Cronkite’s huge popularity could have brought an end to the conflict, if only George McGovern had asked him to be his running mate in the 1972 election against Richard Nixon. Mankiewicz, who was McGovern’s political director and before that Bobby Kennedy's press secretary, made that information public in a Washington Post op-ed piece last week.Cronkite told RFK and Mankiewicz in an off-the-record session that U.S. gains on the battlefield were lost at night. "The people may not want the Viet Cong, but they simply do not want us," said Cronkite. The CBS anchor urged Kennedy to run to "show people there will be a way out of the terrible war."
When advising McGovern, Mankiewicz suggested Cronkite as a running mate. The suggestion went nowhere. Cronkite was never approached because it was thought he would turn down the offer.

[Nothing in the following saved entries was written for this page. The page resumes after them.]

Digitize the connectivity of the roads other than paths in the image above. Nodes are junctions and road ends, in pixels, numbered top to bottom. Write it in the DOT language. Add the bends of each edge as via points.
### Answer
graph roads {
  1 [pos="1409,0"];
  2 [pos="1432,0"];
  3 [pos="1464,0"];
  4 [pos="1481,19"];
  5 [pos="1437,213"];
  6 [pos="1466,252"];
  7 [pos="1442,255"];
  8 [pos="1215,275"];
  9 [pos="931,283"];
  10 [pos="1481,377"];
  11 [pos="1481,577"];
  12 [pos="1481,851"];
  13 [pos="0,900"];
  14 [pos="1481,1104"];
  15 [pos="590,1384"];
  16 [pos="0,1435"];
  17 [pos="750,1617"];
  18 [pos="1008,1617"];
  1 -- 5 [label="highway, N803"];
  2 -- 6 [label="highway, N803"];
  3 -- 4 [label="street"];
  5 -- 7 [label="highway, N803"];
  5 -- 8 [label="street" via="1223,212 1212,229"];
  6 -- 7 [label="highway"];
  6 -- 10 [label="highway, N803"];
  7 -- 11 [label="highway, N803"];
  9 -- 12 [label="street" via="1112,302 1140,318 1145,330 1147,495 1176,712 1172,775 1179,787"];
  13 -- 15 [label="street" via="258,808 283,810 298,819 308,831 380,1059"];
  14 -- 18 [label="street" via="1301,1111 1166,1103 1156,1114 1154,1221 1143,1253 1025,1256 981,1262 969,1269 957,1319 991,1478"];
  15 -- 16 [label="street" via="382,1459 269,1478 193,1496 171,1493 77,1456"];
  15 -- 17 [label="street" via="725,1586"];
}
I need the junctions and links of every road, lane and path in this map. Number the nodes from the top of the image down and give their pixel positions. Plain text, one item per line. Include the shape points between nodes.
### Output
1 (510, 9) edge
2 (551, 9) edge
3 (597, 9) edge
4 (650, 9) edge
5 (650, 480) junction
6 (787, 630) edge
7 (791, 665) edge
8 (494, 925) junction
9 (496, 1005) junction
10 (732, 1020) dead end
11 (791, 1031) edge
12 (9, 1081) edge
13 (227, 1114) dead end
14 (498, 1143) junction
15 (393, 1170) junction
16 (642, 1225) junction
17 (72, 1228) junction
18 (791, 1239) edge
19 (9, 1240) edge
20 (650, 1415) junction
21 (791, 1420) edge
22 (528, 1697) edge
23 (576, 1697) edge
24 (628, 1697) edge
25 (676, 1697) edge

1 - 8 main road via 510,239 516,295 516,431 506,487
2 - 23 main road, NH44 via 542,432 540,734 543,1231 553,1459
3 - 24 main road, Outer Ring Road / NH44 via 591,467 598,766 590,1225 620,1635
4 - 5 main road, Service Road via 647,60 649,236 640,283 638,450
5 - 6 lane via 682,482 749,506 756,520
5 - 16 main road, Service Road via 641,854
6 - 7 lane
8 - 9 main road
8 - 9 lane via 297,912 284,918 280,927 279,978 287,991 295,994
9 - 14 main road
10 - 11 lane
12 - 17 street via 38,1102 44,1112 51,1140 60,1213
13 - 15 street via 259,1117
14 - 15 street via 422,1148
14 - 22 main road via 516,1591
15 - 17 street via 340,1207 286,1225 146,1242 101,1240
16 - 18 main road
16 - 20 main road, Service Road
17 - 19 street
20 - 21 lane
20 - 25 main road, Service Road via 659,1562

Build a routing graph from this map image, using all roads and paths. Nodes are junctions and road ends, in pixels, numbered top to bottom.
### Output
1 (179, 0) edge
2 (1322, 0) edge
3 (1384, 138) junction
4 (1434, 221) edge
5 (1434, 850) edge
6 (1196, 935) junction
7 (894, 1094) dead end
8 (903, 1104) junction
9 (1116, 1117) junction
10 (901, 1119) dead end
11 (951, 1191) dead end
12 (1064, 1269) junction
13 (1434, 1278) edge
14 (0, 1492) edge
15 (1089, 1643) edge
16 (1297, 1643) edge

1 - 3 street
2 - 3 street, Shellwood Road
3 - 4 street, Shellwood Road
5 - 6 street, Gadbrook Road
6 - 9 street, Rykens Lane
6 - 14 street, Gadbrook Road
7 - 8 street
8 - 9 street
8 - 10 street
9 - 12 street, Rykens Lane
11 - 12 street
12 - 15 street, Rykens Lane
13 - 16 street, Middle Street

Tom Eagleton was picked and then had to leave the ticket when word came that he was hospitalized three times for depression and received electric shock treatments. Nixon slaughtered McGovern in the race.
Decades later, McGovern asked Cronkite if he would have agreed to be his running mate. "I'd have accepted in a minute: anything to help end that dreadful war," replied the newsman.
A McGovern/Cronkite ticket could have beaten Nixon/Agnew. Thousands of lives would have been saved had McGovern offered the No. 2 job to Uncle Walter.